When companies in the water sector want an R&D partner at the University of Toronto, they turn to the Institute for Water Innovation (IWI). Established in 2015, the research collective focuses on solving big water issues — from managing tailing ponds in the oil sands to designing wetlands that can remove stubborn contaminants.
As manager of the IWI, Mandeep Singh Rayat serves as a kind of concierge, linking industrial partners with researchers in the Faculty of Applied Science & Engineering and forging academic collaborations within the faculty itself.
“My role is to act as a facilitator and a matchmaker,” he says. “I really see myself as a connector.” And by bringing together interdisciplinary teams, he’s helping IWI to tackle major water-related challenges.
Made-to-order microbiomes
Those challenges include accelerating the shift to a circular economy by viewing wastewater as a resource. Traditionally, the goal of treatment plants has been to clean sewage enough to safely release it into lakes and rivers. Some plants have begun capturing the methane from anaerobic digestion and burning it to generate electricity.
But IWI researcher Christopher Lawson believes that’s just the beginning. He points to many high-value substances that can be produced from the so-called “wastewater” before it is discharged. Today, he and his team at the university’s Microbiome Engineering Lab are designing microbial communities to transform sewage into all sorts of valuable industrial chemicals.
For example, by leveraging novel anaerobic bacteria, they’re able to turn wastewater sludge and food waste into medium-chain fatty acids — a common ingredient in animal feed that typically comes from the environmentally destructive process of producing palm kernel oil.
They’re also using synthetic biology tools to tweak these bacteria so they can create biofuels like alcohols and alkanes. Tweak them again and you can generate other valuable chemicals like adipic acids, an important component in making nylon. “[We’re] mixing and matching the right microbes to get the functions we want. When necessary, were also introducing new functions using synthetic biology,” says Lawson.
Because wastewater treatment plants are already designed to harness the power of bacteria, manipulating the microbiology doesn’t require any serious infrastructure changes. However, getting bacteria to produce a particular chemical is one thing. Extracting and purifying that chemical is another.

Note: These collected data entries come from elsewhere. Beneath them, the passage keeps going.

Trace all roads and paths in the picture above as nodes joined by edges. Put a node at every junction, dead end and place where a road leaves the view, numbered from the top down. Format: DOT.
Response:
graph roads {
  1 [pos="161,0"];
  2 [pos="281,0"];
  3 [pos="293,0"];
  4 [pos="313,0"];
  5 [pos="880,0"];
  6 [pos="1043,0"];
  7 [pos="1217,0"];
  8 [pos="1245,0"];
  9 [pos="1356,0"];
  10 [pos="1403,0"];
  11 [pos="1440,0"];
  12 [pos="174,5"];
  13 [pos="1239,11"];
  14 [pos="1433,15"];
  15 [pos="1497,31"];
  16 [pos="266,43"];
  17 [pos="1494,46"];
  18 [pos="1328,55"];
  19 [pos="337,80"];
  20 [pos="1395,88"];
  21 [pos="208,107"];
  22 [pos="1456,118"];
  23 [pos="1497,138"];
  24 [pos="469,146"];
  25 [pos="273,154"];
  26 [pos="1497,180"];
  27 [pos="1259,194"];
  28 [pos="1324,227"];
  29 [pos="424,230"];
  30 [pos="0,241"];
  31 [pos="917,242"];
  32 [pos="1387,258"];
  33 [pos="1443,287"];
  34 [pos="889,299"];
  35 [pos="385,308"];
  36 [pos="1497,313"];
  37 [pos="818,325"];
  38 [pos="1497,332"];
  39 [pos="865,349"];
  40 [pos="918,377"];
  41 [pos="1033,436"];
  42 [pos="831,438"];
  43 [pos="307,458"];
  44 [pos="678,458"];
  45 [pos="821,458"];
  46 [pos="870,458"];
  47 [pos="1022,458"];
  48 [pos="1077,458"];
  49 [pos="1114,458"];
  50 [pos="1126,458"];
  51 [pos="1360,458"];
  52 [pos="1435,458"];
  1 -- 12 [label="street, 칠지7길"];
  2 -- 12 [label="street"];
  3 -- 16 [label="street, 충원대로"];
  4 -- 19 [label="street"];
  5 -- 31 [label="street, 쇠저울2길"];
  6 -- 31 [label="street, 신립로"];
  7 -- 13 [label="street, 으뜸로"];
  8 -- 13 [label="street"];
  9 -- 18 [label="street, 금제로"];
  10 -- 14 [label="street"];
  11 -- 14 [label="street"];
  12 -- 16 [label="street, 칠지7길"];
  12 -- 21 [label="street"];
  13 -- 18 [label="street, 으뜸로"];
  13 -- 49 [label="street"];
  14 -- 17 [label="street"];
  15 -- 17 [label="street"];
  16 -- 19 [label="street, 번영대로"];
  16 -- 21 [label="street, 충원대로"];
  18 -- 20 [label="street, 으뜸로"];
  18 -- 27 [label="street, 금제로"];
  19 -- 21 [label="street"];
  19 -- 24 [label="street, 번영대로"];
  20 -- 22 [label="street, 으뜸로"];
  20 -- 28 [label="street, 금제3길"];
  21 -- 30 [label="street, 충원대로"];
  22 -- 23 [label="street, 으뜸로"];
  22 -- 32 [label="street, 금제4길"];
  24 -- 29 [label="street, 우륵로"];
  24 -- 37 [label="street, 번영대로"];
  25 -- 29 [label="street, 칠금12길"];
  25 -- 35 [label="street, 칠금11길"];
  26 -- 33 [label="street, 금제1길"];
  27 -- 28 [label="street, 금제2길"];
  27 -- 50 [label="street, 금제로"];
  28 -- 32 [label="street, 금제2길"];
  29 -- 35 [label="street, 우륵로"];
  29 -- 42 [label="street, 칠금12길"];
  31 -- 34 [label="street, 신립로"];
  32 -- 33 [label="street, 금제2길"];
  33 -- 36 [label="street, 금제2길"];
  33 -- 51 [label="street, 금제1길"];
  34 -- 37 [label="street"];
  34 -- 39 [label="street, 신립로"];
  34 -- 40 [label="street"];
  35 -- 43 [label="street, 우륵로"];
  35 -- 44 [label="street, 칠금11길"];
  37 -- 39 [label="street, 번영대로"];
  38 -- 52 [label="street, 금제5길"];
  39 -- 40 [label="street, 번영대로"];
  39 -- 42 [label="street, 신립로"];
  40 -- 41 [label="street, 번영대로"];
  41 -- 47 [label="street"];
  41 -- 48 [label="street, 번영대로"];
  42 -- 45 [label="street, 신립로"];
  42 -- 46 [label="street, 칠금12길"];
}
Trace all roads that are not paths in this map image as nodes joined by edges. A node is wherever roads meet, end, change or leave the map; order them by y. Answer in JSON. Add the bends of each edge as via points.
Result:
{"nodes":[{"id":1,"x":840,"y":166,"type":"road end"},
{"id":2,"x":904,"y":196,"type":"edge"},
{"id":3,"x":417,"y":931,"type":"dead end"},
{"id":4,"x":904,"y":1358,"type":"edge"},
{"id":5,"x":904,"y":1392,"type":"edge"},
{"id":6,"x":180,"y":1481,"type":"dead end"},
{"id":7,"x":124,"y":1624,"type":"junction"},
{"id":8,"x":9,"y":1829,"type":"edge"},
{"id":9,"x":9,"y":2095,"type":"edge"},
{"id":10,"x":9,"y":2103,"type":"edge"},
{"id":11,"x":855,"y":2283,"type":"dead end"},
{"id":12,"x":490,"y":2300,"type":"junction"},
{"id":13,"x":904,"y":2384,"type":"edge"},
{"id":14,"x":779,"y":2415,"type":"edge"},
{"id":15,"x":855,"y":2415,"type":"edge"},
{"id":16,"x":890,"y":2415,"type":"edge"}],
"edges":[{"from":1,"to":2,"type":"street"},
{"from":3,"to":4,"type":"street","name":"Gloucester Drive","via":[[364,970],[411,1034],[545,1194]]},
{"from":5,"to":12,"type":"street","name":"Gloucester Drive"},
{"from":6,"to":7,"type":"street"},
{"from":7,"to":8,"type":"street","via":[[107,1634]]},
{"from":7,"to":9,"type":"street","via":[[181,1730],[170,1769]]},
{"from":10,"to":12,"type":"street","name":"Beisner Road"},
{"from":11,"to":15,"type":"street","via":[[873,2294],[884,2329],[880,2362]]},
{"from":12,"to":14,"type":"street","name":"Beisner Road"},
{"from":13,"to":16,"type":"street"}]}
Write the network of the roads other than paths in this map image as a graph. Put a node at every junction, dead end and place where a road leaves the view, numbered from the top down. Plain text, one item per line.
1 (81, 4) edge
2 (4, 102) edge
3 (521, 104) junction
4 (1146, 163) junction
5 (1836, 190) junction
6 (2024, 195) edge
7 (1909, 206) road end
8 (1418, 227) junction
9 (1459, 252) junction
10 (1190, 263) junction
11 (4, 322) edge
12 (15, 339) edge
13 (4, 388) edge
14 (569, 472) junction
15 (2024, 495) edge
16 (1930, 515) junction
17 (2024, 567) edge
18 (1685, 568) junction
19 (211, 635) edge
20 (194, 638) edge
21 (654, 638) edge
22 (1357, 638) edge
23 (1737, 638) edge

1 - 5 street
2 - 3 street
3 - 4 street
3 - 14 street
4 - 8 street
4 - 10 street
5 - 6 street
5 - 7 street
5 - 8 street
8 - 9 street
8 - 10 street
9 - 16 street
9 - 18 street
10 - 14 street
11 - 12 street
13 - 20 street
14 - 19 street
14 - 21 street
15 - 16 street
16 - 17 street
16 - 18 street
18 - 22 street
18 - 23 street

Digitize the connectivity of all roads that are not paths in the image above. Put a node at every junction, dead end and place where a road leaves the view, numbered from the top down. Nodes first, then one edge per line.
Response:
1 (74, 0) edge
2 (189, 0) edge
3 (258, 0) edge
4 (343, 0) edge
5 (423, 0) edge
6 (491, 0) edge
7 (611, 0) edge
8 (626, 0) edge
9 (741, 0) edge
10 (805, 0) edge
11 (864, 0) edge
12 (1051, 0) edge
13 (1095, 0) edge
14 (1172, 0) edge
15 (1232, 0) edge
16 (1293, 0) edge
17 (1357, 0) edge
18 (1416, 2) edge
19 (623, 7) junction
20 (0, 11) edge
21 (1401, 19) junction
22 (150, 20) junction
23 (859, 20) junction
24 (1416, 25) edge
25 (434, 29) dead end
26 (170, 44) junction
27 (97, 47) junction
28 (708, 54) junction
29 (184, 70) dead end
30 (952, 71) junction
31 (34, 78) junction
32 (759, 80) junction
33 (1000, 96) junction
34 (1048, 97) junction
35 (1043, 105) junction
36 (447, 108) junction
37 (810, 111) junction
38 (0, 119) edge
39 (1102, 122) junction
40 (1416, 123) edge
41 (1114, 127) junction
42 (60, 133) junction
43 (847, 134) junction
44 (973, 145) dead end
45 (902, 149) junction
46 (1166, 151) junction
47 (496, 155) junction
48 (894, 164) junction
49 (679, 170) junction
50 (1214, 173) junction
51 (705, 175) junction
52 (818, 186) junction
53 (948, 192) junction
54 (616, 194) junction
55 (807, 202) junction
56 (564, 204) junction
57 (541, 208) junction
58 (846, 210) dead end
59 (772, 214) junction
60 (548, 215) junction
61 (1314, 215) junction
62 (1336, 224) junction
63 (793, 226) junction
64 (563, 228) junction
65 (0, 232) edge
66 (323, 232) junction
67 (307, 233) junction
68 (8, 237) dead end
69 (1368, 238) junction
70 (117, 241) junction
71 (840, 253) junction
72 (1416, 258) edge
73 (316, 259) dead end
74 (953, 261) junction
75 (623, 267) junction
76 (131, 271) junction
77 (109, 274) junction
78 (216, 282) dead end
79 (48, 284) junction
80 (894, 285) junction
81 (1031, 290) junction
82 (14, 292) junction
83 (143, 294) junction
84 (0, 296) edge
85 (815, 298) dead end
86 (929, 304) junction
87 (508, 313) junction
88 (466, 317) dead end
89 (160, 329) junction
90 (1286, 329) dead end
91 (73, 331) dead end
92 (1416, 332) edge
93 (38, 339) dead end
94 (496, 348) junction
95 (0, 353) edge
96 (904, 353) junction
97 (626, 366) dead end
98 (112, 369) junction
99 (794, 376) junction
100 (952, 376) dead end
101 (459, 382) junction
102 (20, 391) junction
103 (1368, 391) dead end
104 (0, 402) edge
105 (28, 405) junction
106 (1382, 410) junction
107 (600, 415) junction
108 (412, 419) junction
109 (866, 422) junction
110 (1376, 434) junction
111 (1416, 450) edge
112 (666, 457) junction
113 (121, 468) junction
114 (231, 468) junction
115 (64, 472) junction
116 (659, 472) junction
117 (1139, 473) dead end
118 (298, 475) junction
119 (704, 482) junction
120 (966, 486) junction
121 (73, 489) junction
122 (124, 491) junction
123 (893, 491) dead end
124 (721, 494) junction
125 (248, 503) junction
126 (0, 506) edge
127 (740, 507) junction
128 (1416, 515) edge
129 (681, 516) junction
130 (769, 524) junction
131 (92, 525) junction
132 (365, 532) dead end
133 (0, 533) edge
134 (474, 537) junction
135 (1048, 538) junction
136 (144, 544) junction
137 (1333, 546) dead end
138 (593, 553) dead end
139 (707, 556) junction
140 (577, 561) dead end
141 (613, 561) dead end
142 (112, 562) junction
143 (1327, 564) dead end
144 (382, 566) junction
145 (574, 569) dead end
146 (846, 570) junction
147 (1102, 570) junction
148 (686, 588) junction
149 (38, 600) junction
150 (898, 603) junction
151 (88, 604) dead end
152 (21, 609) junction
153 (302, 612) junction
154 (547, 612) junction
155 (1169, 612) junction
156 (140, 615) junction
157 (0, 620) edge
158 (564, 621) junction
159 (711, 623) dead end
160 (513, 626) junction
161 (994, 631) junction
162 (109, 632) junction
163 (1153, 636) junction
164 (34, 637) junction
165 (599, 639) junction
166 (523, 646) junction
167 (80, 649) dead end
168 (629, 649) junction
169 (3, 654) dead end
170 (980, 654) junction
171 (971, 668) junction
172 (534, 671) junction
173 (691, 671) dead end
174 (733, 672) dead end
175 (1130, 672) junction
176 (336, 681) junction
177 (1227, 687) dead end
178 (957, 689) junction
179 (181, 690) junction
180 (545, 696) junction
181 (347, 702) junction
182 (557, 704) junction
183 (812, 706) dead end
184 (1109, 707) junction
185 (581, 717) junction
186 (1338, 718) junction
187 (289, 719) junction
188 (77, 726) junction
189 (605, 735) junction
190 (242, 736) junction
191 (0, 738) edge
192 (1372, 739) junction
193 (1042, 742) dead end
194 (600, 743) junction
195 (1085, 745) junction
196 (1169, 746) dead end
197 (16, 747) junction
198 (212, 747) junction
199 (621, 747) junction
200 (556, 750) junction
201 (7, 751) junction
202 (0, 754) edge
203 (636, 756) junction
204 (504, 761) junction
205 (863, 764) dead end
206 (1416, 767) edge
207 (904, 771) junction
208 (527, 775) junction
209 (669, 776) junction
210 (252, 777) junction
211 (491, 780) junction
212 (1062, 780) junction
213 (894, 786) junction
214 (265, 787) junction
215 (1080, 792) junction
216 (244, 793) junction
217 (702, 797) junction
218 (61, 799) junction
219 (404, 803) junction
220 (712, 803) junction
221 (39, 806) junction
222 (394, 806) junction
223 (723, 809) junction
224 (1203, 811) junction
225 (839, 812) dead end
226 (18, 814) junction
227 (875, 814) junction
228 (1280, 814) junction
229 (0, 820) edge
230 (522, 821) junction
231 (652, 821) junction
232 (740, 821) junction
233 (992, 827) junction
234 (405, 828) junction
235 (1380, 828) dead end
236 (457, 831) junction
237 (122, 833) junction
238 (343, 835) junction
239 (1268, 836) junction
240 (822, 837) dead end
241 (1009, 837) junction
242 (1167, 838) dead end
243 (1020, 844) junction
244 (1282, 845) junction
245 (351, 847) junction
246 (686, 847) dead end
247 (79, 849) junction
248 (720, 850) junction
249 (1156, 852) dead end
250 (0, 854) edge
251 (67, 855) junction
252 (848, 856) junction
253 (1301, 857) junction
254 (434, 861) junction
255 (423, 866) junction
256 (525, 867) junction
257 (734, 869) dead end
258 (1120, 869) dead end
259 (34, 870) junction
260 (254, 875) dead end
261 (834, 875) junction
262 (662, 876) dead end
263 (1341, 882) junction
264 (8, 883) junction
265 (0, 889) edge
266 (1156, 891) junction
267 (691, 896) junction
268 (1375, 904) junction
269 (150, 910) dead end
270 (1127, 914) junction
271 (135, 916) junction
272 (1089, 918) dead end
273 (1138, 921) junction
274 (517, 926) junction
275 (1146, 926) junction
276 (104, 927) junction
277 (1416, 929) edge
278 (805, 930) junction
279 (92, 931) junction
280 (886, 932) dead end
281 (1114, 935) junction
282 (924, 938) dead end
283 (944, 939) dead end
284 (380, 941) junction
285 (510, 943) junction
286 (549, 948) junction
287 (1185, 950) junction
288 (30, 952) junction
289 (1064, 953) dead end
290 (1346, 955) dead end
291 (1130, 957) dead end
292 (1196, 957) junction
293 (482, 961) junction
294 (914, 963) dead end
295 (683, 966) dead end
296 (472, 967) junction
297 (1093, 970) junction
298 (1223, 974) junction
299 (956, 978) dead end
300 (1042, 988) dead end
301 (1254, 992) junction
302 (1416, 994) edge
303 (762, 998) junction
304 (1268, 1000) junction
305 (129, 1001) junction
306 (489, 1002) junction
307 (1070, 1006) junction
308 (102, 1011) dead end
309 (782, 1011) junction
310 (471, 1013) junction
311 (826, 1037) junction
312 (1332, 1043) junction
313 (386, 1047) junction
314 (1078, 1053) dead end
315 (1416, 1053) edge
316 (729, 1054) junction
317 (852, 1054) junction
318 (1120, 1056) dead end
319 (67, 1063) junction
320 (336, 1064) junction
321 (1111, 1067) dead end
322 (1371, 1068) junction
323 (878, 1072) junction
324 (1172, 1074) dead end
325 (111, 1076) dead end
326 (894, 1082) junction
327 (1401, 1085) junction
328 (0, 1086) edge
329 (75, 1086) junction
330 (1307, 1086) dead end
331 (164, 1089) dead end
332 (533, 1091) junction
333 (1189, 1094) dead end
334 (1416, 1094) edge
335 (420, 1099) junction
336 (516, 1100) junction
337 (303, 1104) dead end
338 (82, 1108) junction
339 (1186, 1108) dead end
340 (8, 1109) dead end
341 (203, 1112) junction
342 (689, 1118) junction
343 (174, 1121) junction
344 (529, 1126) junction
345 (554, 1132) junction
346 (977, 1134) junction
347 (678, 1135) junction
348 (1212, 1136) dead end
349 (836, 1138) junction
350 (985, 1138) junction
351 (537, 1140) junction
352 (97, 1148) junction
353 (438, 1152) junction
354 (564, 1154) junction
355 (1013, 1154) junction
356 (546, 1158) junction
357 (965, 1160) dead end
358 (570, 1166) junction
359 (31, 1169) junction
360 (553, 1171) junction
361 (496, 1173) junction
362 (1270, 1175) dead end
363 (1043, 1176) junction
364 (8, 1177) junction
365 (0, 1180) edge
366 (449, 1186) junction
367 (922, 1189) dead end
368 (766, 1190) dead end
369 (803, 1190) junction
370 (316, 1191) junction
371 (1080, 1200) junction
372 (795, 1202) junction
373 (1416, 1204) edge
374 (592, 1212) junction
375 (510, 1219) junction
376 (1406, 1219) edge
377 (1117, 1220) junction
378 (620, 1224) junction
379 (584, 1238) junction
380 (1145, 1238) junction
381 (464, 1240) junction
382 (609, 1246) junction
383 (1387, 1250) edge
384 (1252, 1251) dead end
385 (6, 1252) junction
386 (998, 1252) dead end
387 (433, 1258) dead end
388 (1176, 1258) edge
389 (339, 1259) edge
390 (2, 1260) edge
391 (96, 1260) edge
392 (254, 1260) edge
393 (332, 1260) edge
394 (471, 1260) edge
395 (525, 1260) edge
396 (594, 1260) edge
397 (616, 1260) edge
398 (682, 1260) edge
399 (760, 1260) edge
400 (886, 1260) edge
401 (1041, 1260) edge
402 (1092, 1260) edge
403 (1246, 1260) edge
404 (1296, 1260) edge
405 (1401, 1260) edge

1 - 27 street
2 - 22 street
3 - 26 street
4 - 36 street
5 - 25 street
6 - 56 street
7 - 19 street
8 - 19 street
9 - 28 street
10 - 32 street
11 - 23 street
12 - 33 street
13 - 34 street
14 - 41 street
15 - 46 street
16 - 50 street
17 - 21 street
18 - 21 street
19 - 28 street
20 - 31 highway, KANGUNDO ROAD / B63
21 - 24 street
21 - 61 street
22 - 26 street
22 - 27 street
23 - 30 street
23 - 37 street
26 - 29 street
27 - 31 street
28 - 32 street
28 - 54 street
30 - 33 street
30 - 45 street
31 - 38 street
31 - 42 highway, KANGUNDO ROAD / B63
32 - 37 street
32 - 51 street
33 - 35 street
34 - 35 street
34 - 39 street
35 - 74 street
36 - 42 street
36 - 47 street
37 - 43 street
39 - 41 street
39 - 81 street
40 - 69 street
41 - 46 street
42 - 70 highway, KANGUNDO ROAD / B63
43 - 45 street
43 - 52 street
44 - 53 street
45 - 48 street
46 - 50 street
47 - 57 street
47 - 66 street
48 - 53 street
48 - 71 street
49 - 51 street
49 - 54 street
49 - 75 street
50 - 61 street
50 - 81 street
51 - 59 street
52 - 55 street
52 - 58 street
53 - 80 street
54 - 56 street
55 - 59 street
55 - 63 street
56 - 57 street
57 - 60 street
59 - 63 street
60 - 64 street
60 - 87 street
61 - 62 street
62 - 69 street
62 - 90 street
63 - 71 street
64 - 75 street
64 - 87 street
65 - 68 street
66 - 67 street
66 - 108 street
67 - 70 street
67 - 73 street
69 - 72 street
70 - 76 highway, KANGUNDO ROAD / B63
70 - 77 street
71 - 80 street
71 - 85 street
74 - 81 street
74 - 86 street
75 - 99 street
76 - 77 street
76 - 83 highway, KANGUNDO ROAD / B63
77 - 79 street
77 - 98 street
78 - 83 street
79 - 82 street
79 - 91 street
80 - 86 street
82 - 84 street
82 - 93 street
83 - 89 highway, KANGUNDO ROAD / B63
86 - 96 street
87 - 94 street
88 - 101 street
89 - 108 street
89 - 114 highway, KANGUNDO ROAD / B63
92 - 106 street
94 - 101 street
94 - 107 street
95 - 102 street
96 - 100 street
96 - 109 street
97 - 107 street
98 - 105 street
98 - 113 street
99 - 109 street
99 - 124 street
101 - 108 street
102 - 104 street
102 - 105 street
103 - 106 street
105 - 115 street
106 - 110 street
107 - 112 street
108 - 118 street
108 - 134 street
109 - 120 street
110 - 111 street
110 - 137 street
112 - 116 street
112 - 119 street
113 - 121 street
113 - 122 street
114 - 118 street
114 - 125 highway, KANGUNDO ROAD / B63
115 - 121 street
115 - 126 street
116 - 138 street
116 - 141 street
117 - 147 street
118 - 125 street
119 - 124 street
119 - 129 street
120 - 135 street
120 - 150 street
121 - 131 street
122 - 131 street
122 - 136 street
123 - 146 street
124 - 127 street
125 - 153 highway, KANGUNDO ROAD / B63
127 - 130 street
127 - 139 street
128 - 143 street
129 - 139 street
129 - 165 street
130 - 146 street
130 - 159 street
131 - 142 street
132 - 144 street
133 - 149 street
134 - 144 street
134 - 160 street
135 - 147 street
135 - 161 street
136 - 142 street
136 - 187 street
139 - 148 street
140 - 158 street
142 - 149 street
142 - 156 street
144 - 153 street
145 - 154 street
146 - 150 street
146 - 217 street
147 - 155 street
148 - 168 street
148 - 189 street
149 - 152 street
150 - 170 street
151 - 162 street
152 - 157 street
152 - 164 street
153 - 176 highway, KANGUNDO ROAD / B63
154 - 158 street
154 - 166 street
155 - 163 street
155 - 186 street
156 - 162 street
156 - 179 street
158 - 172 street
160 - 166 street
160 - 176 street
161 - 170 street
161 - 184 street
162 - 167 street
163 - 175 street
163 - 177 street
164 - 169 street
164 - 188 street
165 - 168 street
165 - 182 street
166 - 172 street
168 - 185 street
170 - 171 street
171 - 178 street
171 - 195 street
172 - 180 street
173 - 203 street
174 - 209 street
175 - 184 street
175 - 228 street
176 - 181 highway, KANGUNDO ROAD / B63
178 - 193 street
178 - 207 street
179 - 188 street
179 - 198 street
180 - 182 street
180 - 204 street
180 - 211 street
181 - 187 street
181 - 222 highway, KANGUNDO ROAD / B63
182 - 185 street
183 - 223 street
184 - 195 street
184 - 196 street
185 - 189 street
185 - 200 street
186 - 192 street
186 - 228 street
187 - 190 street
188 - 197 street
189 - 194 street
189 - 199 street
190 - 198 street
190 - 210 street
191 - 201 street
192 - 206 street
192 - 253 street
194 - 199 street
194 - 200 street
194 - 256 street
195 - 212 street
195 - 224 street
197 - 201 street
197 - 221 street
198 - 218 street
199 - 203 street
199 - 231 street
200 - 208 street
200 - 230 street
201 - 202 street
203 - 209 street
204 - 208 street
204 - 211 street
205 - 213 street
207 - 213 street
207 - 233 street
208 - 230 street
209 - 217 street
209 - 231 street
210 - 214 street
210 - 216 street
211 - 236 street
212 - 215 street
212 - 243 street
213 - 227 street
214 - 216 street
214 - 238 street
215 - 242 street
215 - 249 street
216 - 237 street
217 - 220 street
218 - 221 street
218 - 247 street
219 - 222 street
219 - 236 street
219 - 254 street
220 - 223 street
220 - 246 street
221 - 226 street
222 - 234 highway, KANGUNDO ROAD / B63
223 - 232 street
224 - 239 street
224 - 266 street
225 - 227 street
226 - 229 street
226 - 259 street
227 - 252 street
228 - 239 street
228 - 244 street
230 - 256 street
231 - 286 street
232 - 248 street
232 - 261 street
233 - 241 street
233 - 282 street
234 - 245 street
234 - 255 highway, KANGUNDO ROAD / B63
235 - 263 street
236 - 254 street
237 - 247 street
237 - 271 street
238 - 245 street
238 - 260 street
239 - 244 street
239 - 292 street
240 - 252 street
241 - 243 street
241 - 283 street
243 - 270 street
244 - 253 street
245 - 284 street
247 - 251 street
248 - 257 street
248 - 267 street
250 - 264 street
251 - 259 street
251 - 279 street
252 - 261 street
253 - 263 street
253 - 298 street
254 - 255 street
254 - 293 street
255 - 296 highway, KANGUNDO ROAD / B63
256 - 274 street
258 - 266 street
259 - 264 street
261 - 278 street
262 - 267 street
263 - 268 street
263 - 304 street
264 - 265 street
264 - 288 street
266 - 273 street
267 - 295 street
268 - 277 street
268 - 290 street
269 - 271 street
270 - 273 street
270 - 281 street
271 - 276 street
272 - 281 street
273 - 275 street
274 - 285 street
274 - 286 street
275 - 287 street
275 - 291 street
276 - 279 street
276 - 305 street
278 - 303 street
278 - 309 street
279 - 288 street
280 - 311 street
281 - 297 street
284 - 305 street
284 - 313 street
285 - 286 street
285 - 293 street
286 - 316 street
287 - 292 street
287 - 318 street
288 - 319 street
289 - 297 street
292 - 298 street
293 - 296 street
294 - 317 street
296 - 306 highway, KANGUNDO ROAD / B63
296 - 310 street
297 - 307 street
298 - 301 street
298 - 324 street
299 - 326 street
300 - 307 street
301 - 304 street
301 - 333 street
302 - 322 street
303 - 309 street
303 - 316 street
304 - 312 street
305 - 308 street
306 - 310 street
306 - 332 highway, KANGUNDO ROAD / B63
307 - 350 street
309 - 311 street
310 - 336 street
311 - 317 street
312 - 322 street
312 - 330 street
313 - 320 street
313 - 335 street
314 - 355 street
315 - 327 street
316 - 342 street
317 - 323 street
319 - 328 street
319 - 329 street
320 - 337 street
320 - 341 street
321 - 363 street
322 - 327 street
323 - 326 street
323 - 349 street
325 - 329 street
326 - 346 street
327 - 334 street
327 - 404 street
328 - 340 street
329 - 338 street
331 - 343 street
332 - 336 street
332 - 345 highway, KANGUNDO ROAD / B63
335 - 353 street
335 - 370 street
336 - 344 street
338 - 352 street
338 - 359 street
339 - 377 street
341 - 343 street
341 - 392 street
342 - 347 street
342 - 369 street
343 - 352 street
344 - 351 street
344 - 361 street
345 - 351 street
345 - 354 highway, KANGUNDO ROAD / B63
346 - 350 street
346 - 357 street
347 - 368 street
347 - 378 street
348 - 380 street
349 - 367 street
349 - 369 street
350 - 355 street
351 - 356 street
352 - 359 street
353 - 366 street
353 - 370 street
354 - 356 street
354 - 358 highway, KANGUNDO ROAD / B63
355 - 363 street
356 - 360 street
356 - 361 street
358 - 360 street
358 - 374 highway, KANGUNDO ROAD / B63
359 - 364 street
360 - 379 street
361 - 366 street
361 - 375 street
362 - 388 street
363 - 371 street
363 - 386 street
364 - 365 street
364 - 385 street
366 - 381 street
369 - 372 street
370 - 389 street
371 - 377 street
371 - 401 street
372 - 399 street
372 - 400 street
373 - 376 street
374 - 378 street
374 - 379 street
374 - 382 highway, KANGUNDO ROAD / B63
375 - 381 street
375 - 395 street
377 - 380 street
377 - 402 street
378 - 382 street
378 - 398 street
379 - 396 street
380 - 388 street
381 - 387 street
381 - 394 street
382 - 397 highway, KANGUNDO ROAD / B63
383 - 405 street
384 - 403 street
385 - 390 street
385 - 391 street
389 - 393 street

“The chemical industry doesn’t want some dilute chemical in water,” explains Lawson. “They want a high-purity product.”
Membranes to the rescue
To solve that problem, Lawson teamed up with fellow IWI researcher Jay Werber. At the university’s Advanced Membranes Lab, Werber is using hydrophobic polymers to create a membrane capable of removing fatty acids from wastewater. “Separation of these things are challenging, but for me membranes seem like an obvious way to do it,” he says.
But that’s only one use for the ultra-thin films that his team is developing to let targeted molecules pass through, while keeping out others.
Another important application is desalination. Today, reverse osmosis membranes are widely used to remove salt and minerals from seawater. However, the technology has limits, typically only working in water with relatively neutral pH levels and modest amounts of dissolved solids.
To overcome those limitations, Werber is experimenting with different nanomaterials to construct membranes that could desalinate water under more challenging conditions. These could potentially replace the energy-intensive evaporative processes currently used to treat wastewater in the pulp and paper sector.
His team is also developing highly selective ion-separation membranes. If they’re successful, this could help mining operations remove problematic contaminants like cobalt from their effluent, so that it can be safely discharged into the environment. “Our goal is to try to make those technologies more robust,” he says.
For Werber, a huge motivation for using membranes is the possibility to cut energy use and eliminate the need for chemical solvents. “I always view sustainability issues as the seminal challenge of my generation — and probably my kids’ generation,” he says.
A team effort
Rayat says internal collaborations like this are incredibly fruitful. But it doesn’t stop there. He also sees opportunities to partner with other institutions in the province. And that’s an area where he believes the Ontario Water Consortium (OWC) has a big role to play.
“We’re familiar with what’s happening at U of T, but we don’t really know what’s happening at other universities,” he says. “The consortium is a great way to bring similar institutes together.”
And, of course, moving from the lab to real-world applications requires industrial partners. Werber hopes to work with water engineering firms and utilities to scale up his membranes. Meanwhile, Lawson aims to have his resource-recovering microbes ready to pilot at wastewater treatment plants within three to five years.
“Water research is not a one-person show,” says Lawson. “It requires lots of different collaboration and expertise.” And that’s where both IWI and OWC can help play matchmaker.